PROBLEM DETAILS: Report every line below that carries the word "where".

LISTED ENTRIES:
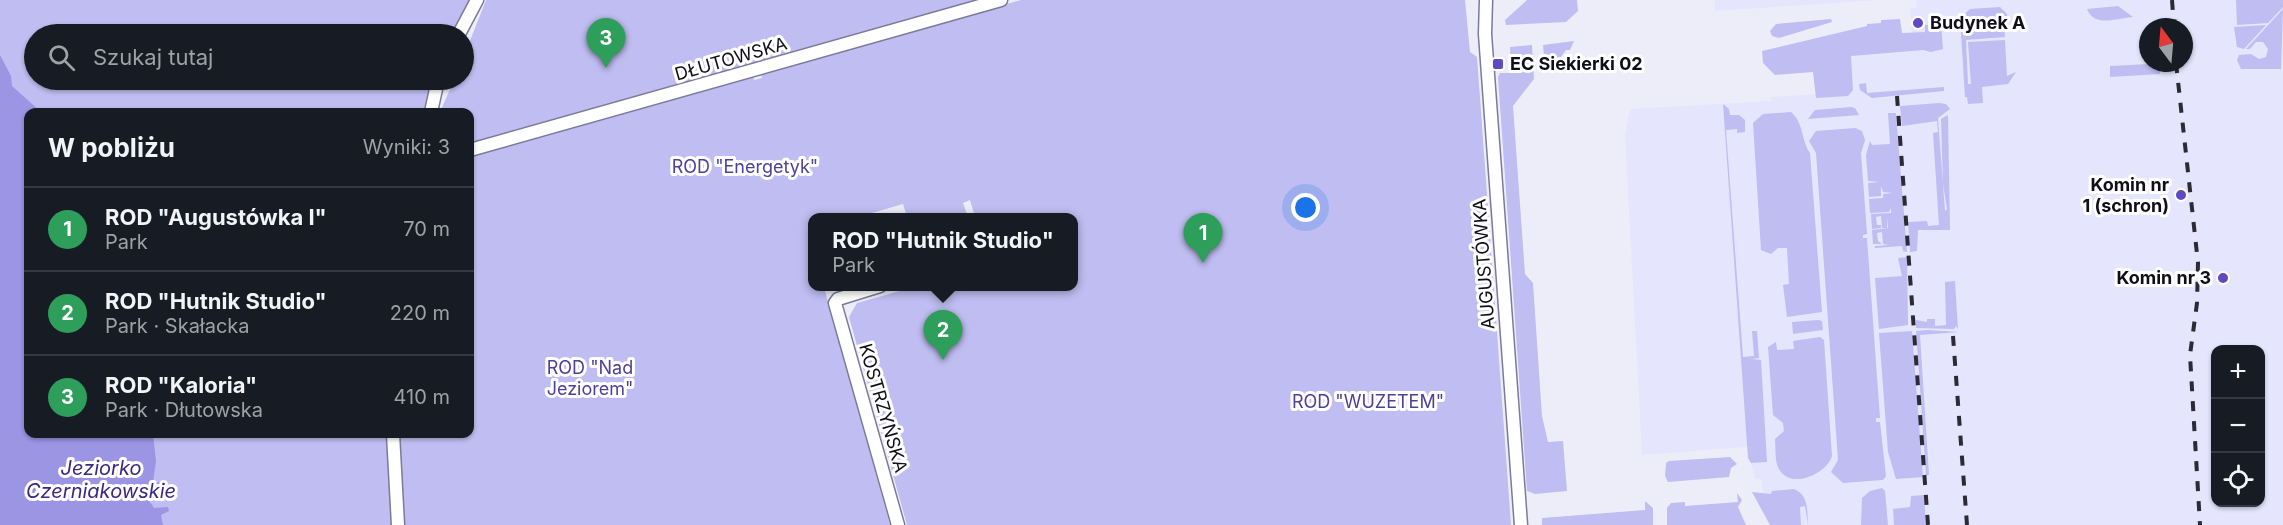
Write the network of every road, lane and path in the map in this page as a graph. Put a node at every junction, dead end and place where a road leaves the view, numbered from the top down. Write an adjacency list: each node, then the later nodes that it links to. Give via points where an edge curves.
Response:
1 (477, 0): 4 (street)
2 (1001, 0): 7 (street, DŁUTOWSKA)
3 (1486, 0): 12 (street, AUGUSTÓWKA, via 1485,34)
4 (464, 24)
5 (436, 90): 6 (street)
6 (431, 108)
7 (474, 149)
8 (864, 291): 11 (street, KOSTRZYŃSKA, via 836,300)
9 (393, 438): 10 (street)
10 (398, 525)
11 (898, 525)
12 (1521, 525)

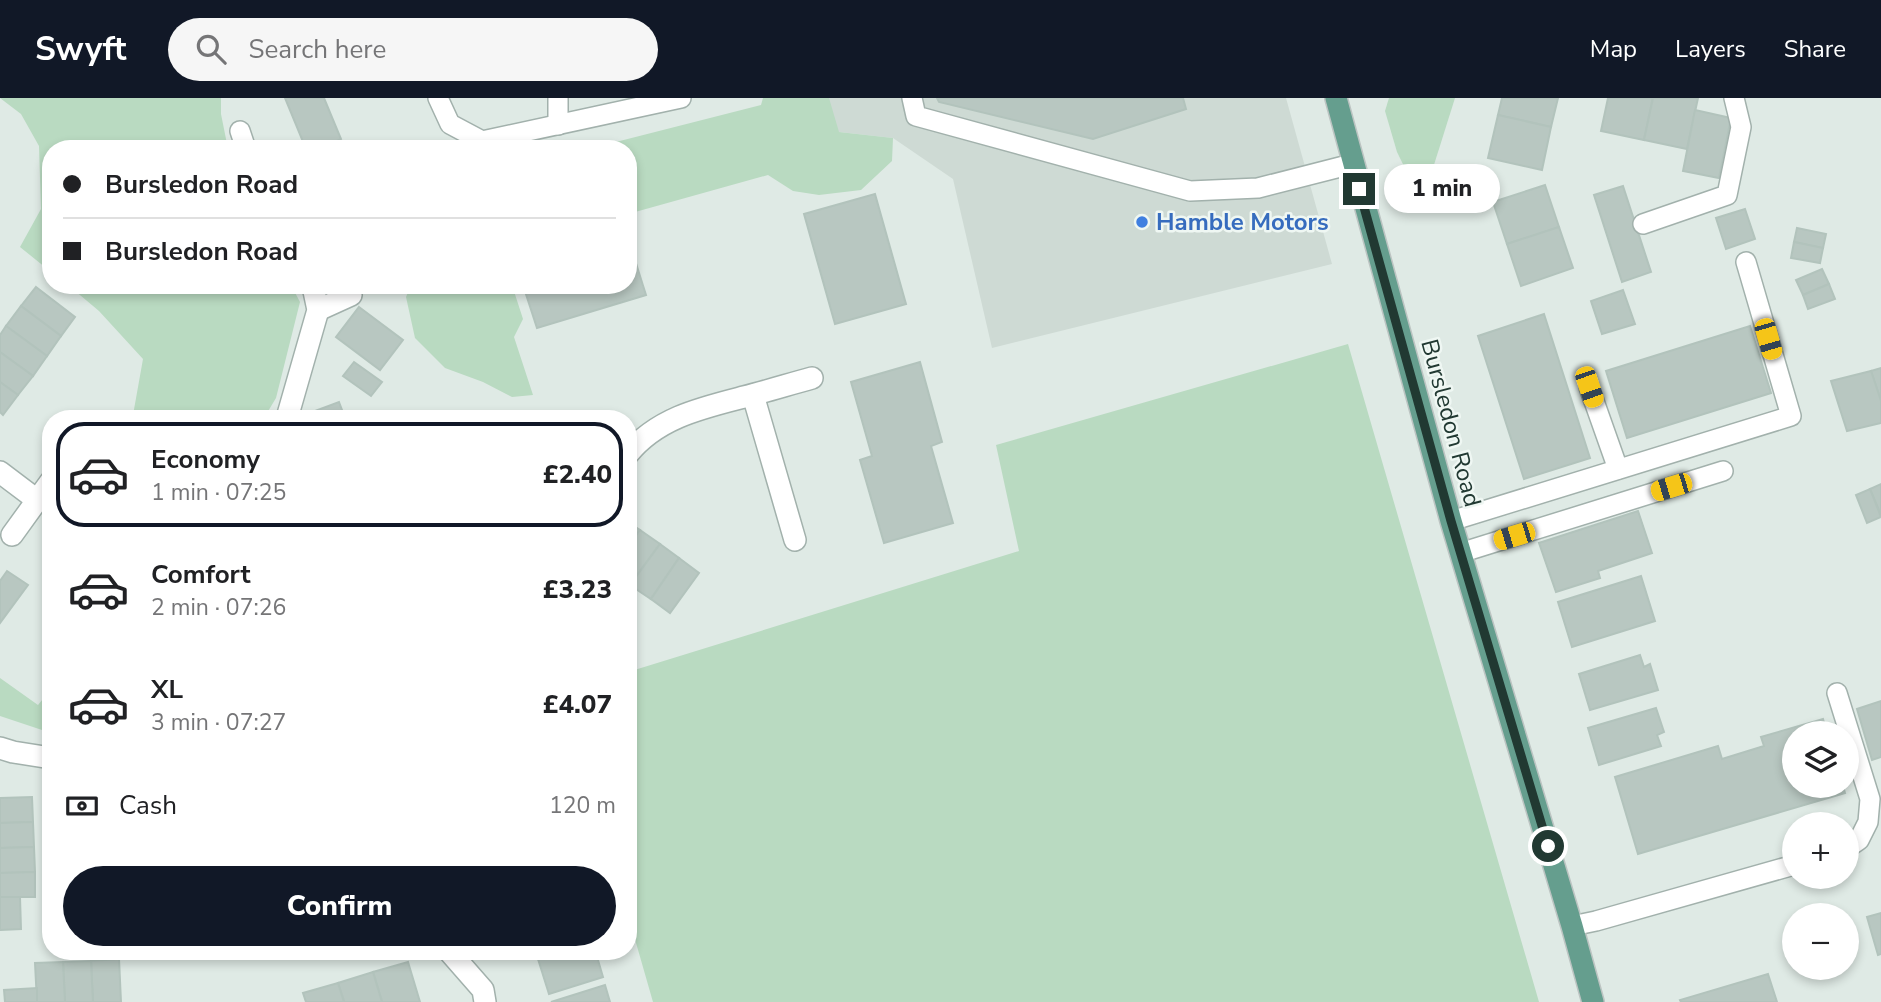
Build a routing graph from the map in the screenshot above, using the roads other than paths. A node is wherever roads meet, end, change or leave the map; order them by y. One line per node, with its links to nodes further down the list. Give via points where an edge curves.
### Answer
1 (438, 98): 8 (lane, via 450,124)
2 (558, 98): 7 (lane)
3 (681, 98): 7 (lane)
4 (912, 98): 10 (lane, via 916,116 1190,191 1258,188)
5 (1336, 98): 10 (main road, Bursledon Road)
6 (1734, 98): 11 (lane, via 1741,127 1727,195)
7 (558, 125): 9 (lane)
8 (480, 140)
9 (487, 140)
10 (1352, 164): 26 (main road, Bursledon Road)
11 (1643, 224)
12 (1746, 262): 21 (lane, via 1790,416)
13 (314, 294): 15 (street)
14 (351, 295): 15 (street)
15 (317, 310): 19 (street)
16 (812, 378): 18 (street)
17 (1589, 387): 21 (lane)
18 (753, 395): 20 (street, via 692,411); 28 (street)
19 (289, 410)
20 (637, 445)
21 (1618, 469): 26 (lane)
22 (1723, 471): 29 (lane)
23 (0, 472): 25 (street)
24 (42, 493): 25 (street)
25 (37, 500): 27 (street)
26 (1451, 521): 29 (main road, Bursledon Road)
27 (12, 535)
28 (795, 540)
29 (1461, 553): 35 (main road, Bursledon Road)
30 (1837, 693): 33 (lane, via 1870,799 1868,822)
31 (0, 748): 32 (street)
32 (42, 757)
33 (1859, 838)
34 (1782, 868): 35 (lane)
35 (1572, 926): 38 (main road, Bursledon Road)
36 (457, 960): 37 (street, via 483,990)
37 (485, 1002)
38 (1593, 1002)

SOLVED EXERCISE:
Write the network of every road, lane and path in the map in this page as a graph. Put a node at every junction, dead end and place where a road leaves the view, numbered from the top down. Write an adjacency list: each node, then the later nodes that it links to. Give via points where an edge curves.
Build a routing graph from the map in the screenshot above, using the roads other than paths. A node is wherever roads meet, end, change or leave the map; order them by y. One line per node, with its links to nodes further down the list. Give via points where an edge curves.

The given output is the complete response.